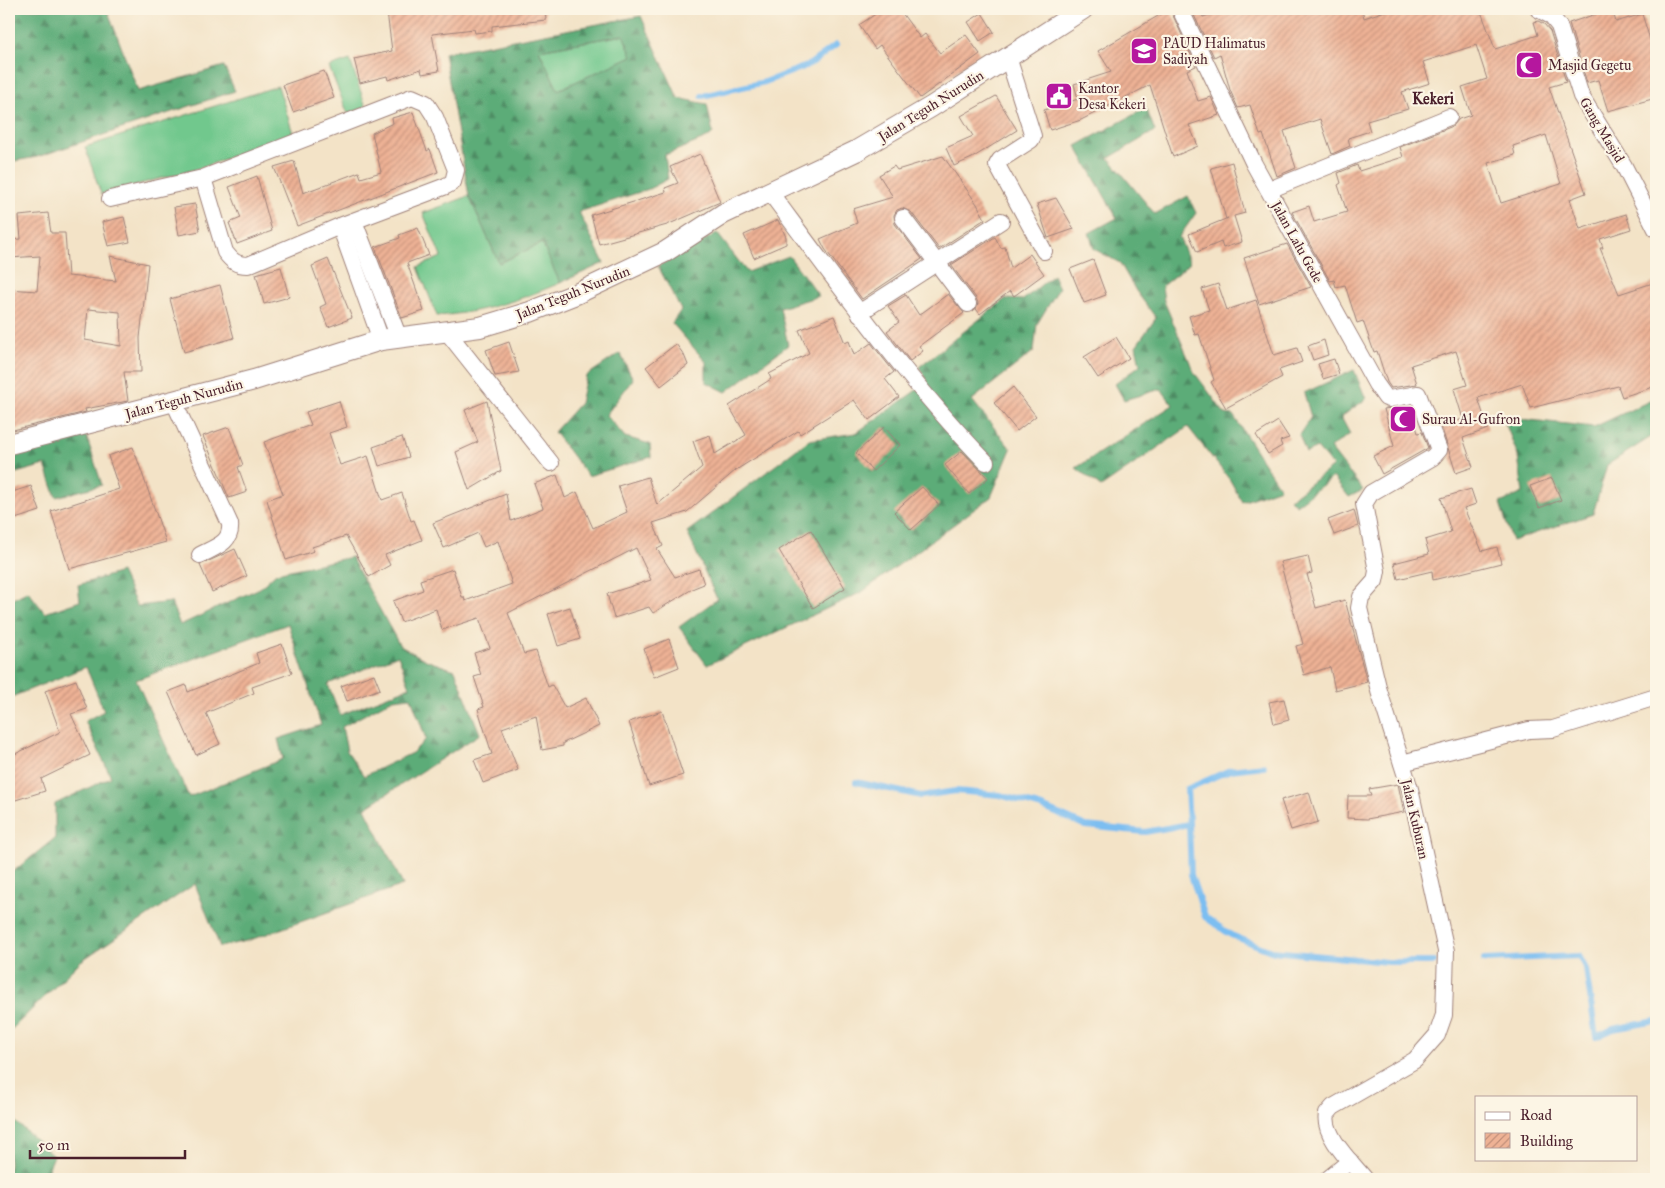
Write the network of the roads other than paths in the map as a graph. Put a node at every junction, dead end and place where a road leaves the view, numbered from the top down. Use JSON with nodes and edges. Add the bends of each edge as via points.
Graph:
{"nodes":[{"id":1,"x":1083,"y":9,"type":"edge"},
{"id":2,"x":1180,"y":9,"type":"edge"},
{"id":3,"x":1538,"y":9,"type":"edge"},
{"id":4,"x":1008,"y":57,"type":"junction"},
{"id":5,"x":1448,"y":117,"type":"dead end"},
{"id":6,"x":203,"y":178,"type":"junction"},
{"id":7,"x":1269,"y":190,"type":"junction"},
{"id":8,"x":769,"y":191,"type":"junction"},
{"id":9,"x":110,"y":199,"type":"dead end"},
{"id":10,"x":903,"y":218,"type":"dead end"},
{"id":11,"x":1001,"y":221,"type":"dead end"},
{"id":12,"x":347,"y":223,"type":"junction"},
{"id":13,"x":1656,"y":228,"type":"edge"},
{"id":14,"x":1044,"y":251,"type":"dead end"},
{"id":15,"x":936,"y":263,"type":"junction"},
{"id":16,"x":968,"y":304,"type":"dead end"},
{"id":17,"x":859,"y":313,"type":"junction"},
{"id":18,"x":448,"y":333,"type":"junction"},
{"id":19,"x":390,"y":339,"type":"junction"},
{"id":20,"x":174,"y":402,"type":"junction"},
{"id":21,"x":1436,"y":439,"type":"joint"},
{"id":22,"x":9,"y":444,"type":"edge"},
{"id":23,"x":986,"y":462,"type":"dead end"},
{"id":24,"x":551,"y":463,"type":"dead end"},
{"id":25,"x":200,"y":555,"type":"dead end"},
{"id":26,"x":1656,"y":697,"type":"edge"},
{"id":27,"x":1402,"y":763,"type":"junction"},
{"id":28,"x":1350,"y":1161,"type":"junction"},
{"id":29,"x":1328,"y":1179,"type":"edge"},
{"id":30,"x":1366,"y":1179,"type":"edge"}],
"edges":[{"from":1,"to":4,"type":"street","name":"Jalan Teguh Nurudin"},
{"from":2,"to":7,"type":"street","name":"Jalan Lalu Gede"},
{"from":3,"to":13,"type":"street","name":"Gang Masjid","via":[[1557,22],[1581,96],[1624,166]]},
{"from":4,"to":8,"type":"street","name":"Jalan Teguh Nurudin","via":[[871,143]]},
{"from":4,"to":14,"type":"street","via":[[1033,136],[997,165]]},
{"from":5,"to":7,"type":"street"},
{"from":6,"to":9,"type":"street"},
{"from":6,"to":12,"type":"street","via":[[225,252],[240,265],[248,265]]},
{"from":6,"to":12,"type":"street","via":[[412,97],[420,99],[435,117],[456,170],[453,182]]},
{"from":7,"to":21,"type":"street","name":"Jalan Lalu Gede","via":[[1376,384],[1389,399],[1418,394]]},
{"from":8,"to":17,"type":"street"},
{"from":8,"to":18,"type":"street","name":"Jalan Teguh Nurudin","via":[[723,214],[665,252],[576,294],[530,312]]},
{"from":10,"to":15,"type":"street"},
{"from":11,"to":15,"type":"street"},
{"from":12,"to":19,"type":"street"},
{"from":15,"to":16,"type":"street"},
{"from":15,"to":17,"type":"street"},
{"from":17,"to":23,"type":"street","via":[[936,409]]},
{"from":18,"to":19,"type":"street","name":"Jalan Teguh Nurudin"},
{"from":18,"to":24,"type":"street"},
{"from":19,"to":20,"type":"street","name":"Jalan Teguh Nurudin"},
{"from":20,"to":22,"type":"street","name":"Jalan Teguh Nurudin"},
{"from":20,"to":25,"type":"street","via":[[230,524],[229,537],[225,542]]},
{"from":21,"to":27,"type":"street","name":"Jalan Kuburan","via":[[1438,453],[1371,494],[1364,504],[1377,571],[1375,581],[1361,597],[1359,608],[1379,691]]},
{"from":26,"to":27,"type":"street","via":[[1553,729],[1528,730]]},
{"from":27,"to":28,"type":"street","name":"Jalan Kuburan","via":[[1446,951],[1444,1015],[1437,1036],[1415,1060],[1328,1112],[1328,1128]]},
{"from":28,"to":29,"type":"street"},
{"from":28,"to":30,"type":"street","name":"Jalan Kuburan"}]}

________

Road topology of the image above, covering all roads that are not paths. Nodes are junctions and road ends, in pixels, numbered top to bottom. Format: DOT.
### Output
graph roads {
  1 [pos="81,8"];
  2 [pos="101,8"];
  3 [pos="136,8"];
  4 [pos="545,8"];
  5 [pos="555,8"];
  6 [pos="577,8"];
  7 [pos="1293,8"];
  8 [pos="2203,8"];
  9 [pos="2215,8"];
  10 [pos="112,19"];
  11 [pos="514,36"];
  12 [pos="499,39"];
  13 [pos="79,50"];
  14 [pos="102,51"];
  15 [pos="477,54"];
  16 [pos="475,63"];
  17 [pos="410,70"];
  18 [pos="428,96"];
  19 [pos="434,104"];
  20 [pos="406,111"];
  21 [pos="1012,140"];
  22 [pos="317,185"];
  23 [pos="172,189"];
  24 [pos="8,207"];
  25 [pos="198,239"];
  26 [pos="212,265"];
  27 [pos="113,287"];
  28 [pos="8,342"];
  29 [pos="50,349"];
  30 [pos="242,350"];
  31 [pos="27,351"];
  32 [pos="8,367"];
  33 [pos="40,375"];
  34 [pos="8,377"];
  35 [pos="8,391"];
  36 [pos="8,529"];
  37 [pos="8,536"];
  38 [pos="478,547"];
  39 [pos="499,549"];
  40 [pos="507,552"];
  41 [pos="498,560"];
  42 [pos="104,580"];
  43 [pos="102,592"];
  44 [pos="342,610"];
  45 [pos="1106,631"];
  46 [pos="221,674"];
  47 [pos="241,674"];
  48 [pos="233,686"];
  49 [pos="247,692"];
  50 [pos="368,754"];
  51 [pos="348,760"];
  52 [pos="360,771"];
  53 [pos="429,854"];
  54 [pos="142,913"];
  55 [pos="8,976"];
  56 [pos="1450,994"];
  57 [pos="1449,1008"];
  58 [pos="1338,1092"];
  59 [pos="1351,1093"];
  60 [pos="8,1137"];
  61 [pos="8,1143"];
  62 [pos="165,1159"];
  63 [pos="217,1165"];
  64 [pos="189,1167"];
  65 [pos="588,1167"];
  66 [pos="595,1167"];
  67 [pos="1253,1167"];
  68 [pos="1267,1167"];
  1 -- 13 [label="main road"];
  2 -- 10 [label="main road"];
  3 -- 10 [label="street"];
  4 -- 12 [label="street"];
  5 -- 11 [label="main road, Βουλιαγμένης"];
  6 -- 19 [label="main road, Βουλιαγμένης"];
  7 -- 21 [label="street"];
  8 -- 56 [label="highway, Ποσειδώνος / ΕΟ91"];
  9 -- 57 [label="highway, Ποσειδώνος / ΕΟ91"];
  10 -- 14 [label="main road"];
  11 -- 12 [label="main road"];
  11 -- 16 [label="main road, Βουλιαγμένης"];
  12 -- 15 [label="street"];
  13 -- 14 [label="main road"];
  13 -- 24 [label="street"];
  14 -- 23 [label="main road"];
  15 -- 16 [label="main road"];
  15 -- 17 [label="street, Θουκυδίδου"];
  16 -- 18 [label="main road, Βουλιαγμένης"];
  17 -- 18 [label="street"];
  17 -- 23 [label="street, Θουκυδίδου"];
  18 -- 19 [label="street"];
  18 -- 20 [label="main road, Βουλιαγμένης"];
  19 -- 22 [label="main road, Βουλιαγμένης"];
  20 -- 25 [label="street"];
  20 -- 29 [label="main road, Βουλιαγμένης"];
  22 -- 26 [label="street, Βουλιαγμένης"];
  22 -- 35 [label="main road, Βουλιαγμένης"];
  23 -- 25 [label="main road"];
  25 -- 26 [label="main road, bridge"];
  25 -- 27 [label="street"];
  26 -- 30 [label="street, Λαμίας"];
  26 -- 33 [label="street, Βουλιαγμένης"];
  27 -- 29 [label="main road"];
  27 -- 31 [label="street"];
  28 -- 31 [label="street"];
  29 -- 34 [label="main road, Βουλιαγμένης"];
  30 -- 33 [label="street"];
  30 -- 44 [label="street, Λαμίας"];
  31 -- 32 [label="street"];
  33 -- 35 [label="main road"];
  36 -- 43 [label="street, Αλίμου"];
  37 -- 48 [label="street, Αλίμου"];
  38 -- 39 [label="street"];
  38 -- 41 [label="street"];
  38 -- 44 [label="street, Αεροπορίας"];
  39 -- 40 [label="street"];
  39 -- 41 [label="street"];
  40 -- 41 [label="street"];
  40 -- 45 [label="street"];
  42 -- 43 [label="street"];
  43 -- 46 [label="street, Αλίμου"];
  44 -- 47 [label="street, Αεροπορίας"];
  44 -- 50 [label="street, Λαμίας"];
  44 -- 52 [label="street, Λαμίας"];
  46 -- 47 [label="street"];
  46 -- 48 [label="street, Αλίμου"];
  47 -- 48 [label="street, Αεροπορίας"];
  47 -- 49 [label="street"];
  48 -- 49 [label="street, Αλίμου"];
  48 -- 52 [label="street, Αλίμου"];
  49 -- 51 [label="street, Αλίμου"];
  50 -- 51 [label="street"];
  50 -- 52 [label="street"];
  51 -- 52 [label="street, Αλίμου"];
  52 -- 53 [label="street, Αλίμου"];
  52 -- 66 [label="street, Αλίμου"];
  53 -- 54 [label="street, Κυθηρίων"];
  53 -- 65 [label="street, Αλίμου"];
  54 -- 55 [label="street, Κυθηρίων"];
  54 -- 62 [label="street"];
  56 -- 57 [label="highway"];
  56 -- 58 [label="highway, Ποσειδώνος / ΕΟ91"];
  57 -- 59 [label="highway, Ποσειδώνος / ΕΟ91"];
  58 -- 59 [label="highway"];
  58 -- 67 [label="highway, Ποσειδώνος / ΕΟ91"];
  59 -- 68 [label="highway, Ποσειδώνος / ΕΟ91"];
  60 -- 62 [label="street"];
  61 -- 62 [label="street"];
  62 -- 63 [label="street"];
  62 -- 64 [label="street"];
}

________

What is required -> List each line of the records that holds the string "paths".

Response for this exercise ->
Write the network of the roads other than paths in the map as a graph. Put a node at every junction, dead end and place where a road leaves the view, numbered from the top down. Use JSON with nodes and edges. Add the bends of each edge as via points.
Road topology of the image above, covering all roads that are not paths. Nodes are junctions and road ends, in pixels, numbered top to bottom. Format: DOT.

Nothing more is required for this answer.